#### [What you will do]
Below are the records; give the number of lines in them that include the word "down", and nothing more.
****************
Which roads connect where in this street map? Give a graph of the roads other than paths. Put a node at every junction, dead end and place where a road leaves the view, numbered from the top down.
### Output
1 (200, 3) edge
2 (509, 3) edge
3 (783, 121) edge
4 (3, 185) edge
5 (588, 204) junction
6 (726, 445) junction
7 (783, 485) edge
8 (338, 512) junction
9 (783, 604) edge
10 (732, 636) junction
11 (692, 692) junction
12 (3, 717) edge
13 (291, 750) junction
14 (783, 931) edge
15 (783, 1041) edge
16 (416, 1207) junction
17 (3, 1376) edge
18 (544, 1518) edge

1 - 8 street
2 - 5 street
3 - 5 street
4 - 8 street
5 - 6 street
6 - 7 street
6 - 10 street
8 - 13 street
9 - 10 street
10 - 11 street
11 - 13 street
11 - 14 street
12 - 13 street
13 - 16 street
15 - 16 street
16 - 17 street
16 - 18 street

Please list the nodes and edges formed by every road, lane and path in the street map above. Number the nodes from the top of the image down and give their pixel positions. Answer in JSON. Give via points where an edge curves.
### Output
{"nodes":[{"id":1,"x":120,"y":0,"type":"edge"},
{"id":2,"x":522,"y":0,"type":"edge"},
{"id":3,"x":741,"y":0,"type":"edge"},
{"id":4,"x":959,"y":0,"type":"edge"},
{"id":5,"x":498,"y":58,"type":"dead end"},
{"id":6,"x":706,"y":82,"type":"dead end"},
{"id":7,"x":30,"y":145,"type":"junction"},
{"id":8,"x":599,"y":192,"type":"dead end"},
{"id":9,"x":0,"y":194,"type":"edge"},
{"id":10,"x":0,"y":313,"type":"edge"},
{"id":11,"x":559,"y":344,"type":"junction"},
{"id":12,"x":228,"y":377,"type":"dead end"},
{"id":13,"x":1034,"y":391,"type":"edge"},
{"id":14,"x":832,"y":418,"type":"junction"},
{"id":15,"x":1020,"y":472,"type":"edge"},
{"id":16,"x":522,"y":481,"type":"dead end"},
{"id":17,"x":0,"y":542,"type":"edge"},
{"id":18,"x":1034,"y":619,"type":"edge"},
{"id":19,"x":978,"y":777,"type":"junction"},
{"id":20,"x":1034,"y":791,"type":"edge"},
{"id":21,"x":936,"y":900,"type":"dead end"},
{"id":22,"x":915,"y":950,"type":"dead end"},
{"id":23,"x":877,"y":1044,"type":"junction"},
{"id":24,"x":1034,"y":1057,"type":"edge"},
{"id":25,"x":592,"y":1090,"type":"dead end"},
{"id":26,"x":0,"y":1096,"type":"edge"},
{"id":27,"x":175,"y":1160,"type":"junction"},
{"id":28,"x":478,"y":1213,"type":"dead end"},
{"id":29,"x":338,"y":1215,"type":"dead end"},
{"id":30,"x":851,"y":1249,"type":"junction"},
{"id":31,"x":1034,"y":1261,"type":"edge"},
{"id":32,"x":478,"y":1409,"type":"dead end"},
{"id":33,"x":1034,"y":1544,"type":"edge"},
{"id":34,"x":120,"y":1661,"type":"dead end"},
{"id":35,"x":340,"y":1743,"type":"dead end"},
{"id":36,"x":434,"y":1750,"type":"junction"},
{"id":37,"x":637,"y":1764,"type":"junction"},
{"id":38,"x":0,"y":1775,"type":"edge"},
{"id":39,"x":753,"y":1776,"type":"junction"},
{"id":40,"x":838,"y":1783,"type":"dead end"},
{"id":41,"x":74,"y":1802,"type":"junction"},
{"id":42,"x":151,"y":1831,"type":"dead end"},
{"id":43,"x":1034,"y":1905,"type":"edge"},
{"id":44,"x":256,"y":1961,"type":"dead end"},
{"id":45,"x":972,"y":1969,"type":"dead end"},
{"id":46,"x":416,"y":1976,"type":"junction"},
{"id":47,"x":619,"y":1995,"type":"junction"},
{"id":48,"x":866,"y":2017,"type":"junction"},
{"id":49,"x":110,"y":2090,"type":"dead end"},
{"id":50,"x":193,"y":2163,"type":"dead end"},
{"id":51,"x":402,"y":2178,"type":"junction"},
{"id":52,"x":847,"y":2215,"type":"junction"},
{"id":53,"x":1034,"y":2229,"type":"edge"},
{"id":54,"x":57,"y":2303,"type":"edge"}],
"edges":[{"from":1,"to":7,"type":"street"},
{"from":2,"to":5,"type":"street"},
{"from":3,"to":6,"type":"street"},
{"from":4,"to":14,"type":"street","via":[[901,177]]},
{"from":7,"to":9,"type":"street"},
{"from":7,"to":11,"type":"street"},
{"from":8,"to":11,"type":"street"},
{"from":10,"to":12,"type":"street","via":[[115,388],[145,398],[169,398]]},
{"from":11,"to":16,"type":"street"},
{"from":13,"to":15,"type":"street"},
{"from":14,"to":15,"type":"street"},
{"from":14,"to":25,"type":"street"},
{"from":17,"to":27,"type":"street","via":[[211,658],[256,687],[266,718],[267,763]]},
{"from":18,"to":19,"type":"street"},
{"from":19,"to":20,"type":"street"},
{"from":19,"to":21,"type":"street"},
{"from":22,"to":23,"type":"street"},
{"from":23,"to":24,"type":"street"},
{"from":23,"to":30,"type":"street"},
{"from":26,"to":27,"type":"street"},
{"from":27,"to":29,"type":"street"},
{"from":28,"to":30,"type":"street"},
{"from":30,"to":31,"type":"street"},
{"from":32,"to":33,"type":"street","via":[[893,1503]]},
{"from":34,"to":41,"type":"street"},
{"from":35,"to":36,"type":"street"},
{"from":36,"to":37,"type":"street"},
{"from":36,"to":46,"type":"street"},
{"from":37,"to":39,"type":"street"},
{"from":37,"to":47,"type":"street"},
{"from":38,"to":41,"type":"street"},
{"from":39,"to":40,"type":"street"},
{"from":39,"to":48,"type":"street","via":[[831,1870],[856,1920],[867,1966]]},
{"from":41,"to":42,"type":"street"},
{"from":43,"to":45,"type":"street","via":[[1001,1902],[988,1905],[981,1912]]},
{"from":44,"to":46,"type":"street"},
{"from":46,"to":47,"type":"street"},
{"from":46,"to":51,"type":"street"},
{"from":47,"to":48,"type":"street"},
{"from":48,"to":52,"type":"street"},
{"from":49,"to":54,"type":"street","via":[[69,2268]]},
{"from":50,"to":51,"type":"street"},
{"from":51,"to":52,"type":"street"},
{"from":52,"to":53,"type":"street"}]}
****************
#### [Your response]
2